All entries on Feminist Legal Clinic’s News Digest Blog are extracts from news articles and other publications, with the source available at the link at the bottom. The content is not originally generated by Feminist Legal Clinic and does not necessarily reflect our views.
On 18 December, feminist organisations from across Australia will participate in a roundtable discussion on the Australian Law Reform Commission’s review of surrogacy laws. This review will shape national policy affecting women and children for years to come. Yet the process through which this review is being conducted raises fundamental questions about impartiality, democratic participation, and compliance with Australia’s international human rights obligations.
Women’s organisations have been systematically excluded from early policy development, whilst those with direct financial interests in surrogacy expansion have shaped the review’s direction. The result is a predetermined framework that will be difficult to challenge, even as evidence of exploitation and harm mounts.

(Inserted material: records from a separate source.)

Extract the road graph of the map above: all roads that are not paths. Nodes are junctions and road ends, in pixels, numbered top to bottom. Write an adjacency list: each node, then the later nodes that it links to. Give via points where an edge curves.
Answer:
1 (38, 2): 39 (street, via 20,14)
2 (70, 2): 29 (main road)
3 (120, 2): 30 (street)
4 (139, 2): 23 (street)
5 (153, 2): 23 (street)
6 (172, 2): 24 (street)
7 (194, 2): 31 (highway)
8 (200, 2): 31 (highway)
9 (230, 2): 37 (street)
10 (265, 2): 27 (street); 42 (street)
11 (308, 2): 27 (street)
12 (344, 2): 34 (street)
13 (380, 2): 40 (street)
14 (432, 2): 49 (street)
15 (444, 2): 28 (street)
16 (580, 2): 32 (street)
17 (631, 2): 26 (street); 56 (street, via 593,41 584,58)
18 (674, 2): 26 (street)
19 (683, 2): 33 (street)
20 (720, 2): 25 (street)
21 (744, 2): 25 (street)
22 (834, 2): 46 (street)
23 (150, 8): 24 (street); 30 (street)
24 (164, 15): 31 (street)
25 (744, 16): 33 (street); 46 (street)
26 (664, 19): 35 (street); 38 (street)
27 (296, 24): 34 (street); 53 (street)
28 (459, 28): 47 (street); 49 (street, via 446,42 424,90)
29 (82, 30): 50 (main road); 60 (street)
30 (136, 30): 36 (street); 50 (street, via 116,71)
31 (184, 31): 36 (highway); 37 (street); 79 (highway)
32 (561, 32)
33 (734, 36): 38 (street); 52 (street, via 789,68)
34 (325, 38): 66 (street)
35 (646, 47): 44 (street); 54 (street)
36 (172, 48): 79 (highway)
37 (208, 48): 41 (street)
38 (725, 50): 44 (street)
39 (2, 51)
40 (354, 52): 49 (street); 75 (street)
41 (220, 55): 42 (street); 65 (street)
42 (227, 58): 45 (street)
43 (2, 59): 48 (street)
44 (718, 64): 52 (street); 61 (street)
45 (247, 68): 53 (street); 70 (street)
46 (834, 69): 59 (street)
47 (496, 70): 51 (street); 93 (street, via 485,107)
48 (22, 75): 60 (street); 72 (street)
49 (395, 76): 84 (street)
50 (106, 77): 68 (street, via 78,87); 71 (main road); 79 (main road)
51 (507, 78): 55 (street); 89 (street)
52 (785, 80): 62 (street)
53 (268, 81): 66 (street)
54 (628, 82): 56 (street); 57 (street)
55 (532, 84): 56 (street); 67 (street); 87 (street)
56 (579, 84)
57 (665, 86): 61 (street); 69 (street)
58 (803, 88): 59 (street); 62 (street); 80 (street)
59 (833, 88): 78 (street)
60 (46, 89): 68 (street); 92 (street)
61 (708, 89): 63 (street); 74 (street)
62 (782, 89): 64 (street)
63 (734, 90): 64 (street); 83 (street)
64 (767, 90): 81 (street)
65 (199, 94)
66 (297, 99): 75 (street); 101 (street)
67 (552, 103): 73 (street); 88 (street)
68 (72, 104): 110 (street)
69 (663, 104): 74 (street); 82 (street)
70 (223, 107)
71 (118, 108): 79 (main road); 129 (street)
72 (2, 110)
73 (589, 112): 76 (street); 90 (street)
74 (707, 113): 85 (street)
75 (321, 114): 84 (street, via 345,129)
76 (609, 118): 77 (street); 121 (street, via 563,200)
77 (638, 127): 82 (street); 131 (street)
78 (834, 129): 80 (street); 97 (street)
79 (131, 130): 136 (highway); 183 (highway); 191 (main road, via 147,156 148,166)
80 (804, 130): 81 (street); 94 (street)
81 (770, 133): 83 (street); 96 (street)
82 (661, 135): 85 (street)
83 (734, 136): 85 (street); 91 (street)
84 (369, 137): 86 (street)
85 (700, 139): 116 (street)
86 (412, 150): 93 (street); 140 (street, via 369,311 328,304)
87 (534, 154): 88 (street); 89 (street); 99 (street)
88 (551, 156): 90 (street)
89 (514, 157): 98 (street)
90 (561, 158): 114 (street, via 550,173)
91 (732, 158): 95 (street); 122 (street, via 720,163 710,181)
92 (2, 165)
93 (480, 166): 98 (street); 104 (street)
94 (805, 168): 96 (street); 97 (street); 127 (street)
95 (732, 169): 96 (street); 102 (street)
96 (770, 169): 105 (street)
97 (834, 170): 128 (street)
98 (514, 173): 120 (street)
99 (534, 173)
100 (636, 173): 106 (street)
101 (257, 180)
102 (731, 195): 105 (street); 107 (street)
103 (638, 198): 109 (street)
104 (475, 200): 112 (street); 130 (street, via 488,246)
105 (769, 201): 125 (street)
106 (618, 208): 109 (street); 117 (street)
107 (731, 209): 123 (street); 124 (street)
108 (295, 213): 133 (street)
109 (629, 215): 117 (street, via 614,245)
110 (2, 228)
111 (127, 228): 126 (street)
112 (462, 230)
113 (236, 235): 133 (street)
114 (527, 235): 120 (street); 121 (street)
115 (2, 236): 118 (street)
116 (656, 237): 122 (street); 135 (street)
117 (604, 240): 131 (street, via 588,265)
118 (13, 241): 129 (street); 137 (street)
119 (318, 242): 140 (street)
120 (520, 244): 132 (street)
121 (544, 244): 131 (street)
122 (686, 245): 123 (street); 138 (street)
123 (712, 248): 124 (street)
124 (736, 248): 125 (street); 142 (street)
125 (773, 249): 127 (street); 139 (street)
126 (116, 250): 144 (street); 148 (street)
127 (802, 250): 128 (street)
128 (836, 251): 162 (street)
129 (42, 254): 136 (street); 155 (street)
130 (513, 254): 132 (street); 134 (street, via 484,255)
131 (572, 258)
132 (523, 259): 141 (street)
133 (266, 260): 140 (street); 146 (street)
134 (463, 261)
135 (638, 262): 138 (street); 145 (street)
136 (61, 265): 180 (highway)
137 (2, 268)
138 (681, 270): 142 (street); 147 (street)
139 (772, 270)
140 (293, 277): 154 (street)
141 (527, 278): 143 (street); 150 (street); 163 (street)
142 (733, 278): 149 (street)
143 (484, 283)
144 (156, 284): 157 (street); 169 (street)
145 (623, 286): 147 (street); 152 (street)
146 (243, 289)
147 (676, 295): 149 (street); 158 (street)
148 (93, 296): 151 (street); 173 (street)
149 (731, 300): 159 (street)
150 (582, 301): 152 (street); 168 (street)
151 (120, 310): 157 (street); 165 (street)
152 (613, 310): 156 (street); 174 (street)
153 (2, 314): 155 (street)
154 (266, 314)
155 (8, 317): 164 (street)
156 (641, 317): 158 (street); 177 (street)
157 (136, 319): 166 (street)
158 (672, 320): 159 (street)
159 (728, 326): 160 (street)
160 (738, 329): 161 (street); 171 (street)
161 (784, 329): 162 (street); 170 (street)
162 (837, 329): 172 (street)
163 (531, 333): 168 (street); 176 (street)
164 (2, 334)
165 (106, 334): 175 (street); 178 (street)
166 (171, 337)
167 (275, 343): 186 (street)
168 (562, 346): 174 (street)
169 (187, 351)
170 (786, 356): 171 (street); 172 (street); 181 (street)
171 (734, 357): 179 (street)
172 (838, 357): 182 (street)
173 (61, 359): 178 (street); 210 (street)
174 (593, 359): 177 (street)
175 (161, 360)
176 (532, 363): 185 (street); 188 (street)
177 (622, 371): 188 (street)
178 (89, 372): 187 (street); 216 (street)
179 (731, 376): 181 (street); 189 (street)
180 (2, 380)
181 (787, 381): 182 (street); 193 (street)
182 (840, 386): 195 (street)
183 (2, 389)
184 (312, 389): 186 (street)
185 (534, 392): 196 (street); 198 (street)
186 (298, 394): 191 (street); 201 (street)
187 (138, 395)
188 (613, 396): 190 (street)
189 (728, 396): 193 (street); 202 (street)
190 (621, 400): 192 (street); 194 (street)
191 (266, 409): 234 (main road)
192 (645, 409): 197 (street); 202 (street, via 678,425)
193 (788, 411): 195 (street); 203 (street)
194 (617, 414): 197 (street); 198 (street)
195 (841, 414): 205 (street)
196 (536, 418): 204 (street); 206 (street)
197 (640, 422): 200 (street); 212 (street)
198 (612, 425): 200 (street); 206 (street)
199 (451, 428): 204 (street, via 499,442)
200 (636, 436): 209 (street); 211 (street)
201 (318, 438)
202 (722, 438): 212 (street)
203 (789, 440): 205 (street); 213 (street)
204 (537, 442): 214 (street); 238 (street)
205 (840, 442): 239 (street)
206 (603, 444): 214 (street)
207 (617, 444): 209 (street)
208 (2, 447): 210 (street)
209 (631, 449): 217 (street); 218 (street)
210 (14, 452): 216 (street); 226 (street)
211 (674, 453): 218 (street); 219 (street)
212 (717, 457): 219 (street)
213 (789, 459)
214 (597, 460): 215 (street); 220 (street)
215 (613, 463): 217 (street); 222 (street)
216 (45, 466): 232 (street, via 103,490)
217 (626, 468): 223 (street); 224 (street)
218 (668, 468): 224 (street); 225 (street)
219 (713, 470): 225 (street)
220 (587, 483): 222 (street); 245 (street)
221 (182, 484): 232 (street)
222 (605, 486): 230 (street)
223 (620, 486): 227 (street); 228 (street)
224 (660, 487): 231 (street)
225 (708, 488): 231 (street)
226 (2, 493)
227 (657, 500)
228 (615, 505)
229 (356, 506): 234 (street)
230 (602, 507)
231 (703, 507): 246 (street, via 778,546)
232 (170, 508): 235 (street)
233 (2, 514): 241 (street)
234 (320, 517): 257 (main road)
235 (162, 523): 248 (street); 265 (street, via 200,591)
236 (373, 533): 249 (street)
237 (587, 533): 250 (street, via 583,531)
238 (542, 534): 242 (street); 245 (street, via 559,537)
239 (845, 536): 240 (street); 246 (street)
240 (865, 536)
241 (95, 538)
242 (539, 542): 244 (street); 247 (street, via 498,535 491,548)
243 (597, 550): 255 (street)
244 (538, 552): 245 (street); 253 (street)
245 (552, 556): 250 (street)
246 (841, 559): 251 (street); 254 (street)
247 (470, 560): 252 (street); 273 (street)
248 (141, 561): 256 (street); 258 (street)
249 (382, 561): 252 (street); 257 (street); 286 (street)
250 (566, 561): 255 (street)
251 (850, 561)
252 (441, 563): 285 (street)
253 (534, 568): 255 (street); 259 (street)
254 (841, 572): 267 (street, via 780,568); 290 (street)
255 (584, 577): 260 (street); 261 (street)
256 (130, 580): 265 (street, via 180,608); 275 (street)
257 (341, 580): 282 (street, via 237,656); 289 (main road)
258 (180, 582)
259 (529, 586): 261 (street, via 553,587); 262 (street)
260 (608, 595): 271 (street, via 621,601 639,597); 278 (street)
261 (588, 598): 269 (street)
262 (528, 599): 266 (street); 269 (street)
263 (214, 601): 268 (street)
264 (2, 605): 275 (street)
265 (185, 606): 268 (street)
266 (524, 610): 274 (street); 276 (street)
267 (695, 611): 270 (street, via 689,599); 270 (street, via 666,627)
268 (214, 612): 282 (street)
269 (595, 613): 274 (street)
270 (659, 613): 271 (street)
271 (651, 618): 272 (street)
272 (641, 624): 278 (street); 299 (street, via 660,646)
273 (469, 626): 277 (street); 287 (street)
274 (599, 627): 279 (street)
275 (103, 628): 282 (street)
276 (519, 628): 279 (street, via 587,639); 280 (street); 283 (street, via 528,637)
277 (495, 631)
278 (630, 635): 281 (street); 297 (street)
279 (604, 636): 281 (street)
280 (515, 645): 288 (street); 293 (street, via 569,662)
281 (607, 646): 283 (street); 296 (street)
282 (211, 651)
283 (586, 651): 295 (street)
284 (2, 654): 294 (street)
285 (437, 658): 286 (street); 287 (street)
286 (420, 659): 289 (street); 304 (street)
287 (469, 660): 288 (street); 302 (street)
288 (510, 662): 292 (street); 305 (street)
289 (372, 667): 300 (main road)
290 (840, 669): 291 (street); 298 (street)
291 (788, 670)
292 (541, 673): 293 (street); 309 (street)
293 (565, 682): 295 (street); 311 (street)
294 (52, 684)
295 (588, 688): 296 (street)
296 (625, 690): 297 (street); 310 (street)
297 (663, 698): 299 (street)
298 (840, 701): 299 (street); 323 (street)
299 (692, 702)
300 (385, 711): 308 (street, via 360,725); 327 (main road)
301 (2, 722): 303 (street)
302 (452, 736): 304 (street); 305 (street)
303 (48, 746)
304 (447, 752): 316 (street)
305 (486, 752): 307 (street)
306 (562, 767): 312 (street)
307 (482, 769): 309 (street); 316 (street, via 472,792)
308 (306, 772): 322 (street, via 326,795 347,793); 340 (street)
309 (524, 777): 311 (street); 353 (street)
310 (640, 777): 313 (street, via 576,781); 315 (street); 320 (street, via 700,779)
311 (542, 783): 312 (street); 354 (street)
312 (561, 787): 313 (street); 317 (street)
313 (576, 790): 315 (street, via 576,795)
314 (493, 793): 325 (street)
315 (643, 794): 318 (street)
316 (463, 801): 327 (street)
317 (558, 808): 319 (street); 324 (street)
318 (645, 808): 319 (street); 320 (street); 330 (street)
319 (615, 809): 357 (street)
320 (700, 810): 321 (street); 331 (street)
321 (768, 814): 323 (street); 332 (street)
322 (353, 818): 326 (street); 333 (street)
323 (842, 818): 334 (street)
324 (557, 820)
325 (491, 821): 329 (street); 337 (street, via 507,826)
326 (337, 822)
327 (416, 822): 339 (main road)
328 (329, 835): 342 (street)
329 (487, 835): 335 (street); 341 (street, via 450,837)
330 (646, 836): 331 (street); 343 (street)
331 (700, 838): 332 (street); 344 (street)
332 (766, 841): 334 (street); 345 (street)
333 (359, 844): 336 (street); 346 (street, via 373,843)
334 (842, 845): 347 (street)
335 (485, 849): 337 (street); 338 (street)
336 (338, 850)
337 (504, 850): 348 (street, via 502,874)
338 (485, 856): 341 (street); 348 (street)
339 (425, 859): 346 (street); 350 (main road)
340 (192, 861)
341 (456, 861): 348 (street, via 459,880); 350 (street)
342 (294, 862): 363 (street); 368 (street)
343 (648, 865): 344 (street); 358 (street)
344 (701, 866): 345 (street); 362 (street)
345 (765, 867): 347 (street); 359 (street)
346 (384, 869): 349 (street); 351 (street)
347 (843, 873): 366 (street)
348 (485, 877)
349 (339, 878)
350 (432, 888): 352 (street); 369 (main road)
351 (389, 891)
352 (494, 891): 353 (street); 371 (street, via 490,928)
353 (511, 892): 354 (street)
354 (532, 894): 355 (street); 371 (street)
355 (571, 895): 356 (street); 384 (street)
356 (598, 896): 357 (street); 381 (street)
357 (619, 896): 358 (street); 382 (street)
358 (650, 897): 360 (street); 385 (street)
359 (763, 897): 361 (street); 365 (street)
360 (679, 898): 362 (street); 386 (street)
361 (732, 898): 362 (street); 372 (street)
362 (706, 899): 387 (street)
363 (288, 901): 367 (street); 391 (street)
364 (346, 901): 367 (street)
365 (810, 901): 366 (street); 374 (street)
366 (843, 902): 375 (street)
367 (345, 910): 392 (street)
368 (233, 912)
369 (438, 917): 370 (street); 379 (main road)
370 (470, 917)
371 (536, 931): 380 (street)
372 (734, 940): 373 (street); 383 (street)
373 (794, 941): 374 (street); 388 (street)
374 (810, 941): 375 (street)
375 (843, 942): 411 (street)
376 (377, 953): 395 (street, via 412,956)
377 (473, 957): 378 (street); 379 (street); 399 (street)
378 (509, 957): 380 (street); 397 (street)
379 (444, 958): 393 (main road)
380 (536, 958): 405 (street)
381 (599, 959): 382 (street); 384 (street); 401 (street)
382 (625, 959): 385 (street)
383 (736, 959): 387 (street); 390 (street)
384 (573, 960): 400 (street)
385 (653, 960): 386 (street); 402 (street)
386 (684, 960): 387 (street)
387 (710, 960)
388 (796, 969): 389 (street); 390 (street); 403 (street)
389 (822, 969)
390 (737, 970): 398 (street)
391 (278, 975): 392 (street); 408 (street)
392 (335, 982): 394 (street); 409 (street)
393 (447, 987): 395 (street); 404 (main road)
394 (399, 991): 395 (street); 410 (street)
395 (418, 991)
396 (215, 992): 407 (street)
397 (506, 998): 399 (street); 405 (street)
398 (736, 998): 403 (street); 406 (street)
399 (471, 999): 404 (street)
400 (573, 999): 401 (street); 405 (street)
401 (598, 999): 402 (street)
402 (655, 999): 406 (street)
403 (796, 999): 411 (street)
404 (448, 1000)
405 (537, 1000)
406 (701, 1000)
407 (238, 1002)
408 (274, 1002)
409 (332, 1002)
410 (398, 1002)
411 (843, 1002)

Based on an analysis of publicly available information, the ALRC’s advisory committee includes eight members with direct professional or financial interests in surrogacy expansion: fertility specialists, specialist surrogacy lawyers, surrogacy counsellors, and organisations advocating for surrogacy access.
This creates what governance scholars term ‘structural capture’: those advising on regulation of an industry are the professionals whose livelihoods depend on that industry expanding.
The governance failures documented above raise fundamental questions about the integrity of this review — questions that the Feminist Legal Clinic and other organisations in the coalition are also raising. The Commission should explain on the public record how the advisory committee was selected and assessed for independence from industry interests; how material and perceived conflicts of interest were managed for each member; why the Discussion Paper contemplates commercial surrogacy arrangements when the formal Terms of Reference direct the ALRC to focus on altruistic surrogacy; and on what legal and ethical basis private contracts between commissioning adults can override fundamental human rights protections.
Furthermore, the Commission cannot proceed with proposals to facilitate surrogacy without violating Australia’s obligations under the UN Convention on the Rights of the Child, which prohibits the sale of children: the Commission must explain to the Australian public why it is contemplating reforms that would breach these fundamental human rights protections, rather than upholding them.